8/12/2006
Dopo l’Unità d’Italia nel corso di pochi decenni circa 25 milioni di Italiani sono stati costretti all’emigrazione oltre oceano. Soltanto pochissimi sono ritornati. La stragrande maggioranza di questi disperati proveniva dalle regioni meridionali e lo Stato sabaudo, dopo aver combattuto il brigantaggio con metodi militari, incoraggiò questo silenzioso genocidio, del quale invano cercheremo notizia nei libri di storia.
Oggi la storia si ripete all’incontrario ed ecco legioni di disperati che vedono nelle nostre città e nelle nostre campagne la terra promessa.
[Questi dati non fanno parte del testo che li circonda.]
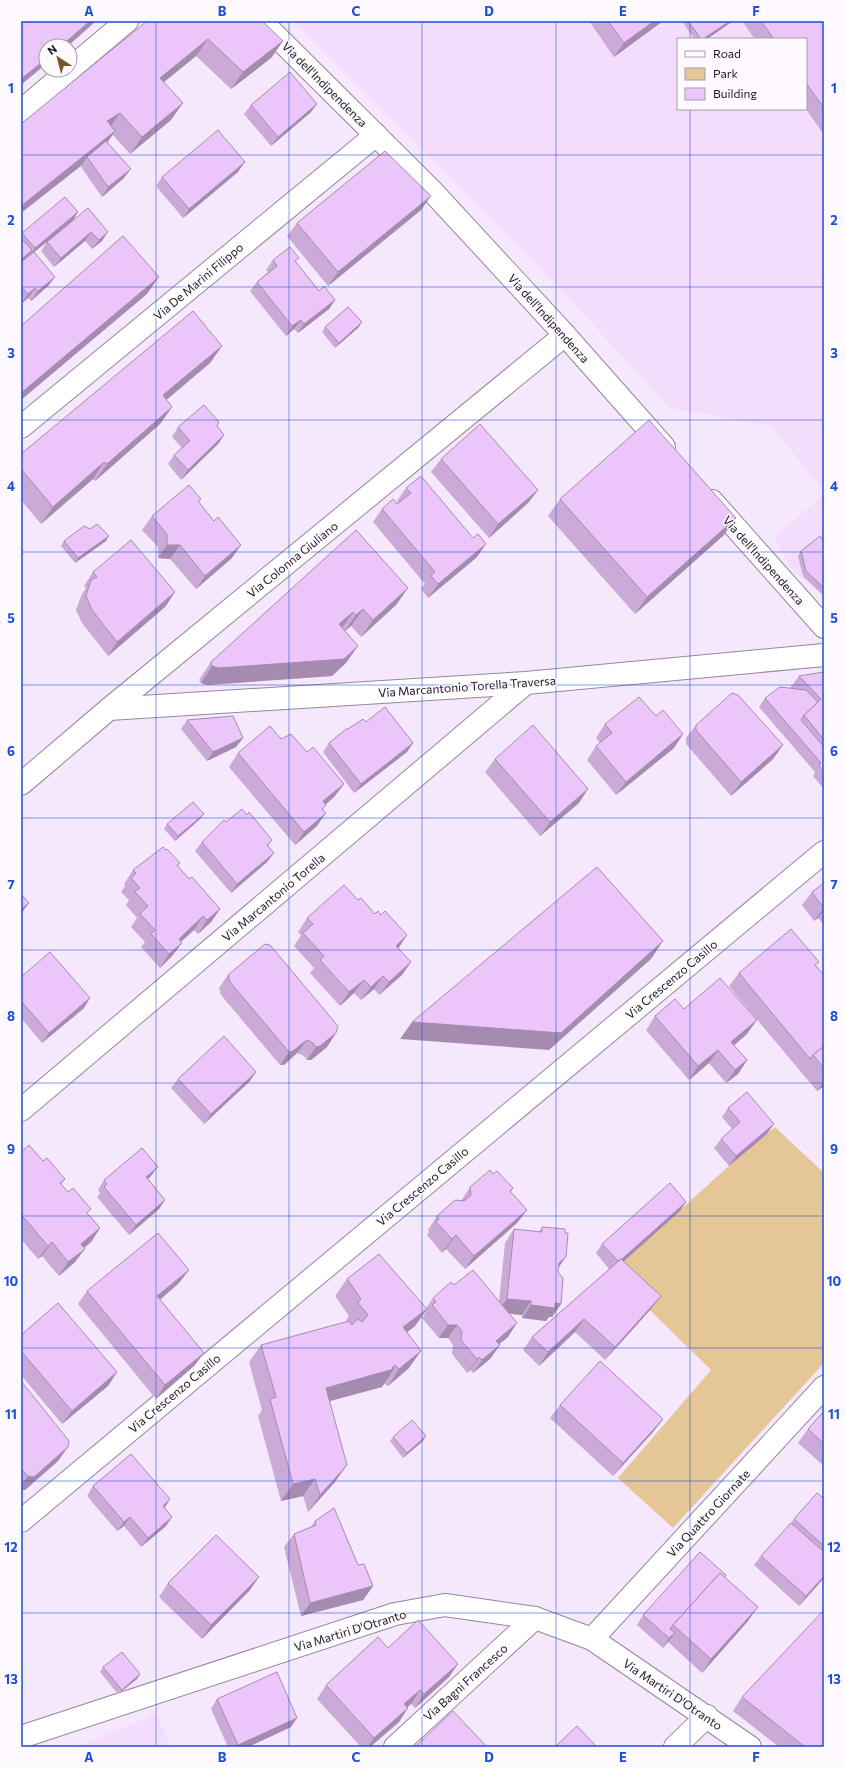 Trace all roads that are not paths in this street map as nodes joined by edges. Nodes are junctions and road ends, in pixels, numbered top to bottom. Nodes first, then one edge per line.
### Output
1 (127, 21) edge
2 (261, 21) edge
3 (78, 62) edge
4 (59, 78) edge
5 (21, 110) edge
6 (376, 135) junction
7 (565, 335) junction
8 (21, 427) edge
9 (676, 460) edge
10 (697, 484) edge
11 (824, 627) edge
12 (824, 655) edge
13 (526, 683) junction
14 (109, 710) junction
15 (21, 784) edge
16 (824, 852) edge
17 (21, 1110) edge
18 (824, 1386) edge
19 (21, 1521) edge
20 (535, 1618) junction
21 (592, 1639) junction
22 (707, 1716) junction
23 (21, 1737) edge
24 (395, 1747) edge
25 (675, 1747) edge
26 (750, 1747) edge

1 - 3 street
2 - 6 street, Via dell'Indipendenza
4 - 5 street
6 - 7 street, Via dell'Indipendenza
6 - 8 street, Via De Marini Filippo
7 - 9 street, Via dell'Indipendenza
7 - 14 street, Via Colonna Giuliano
10 - 11 street, Via dell'Indipendenza
12 - 13 street, Via Marcantonio Torella Traversa
13 - 14 street, Via Marcantonio Torella Traversa
13 - 17 street, Via Marcantonio Torella
14 - 15 street, Via Colonna Giuliano
16 - 19 street, Via Crescenzo Casillo
18 - 21 street, Via Quattro Giornate
20 - 21 street, Via Martiri D'Otranto
20 - 23 street, Via Martiri D'Otranto
20 - 24 street, Via Bagni Francesco
21 - 22 street, Via Martiri D'Otranto
22 - 25 street
22 - 26 street, Via Martiri D'Otranto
Il nostro passato di emigranti è dimenticato, seppellito nel più profondo inconscio, complici le istituzioni, che non hanno realizzato un museo che ci rammenti gli anni in cui eravamo carne di macello, pronta a qualsiasi lavoro, anche il più umile e pericoloso.
Un museo dell’emigrazione, per ricordare il passato e per spegnere in noi qualsiasi seme di razzismo e di becero leghismo.
Quale sede più degna del porto di Napoli, dove per un’eternità sono partiti i bastimenti, carichi di disperazione e di nostalgia, di ansia di riscatto e di antica dignità.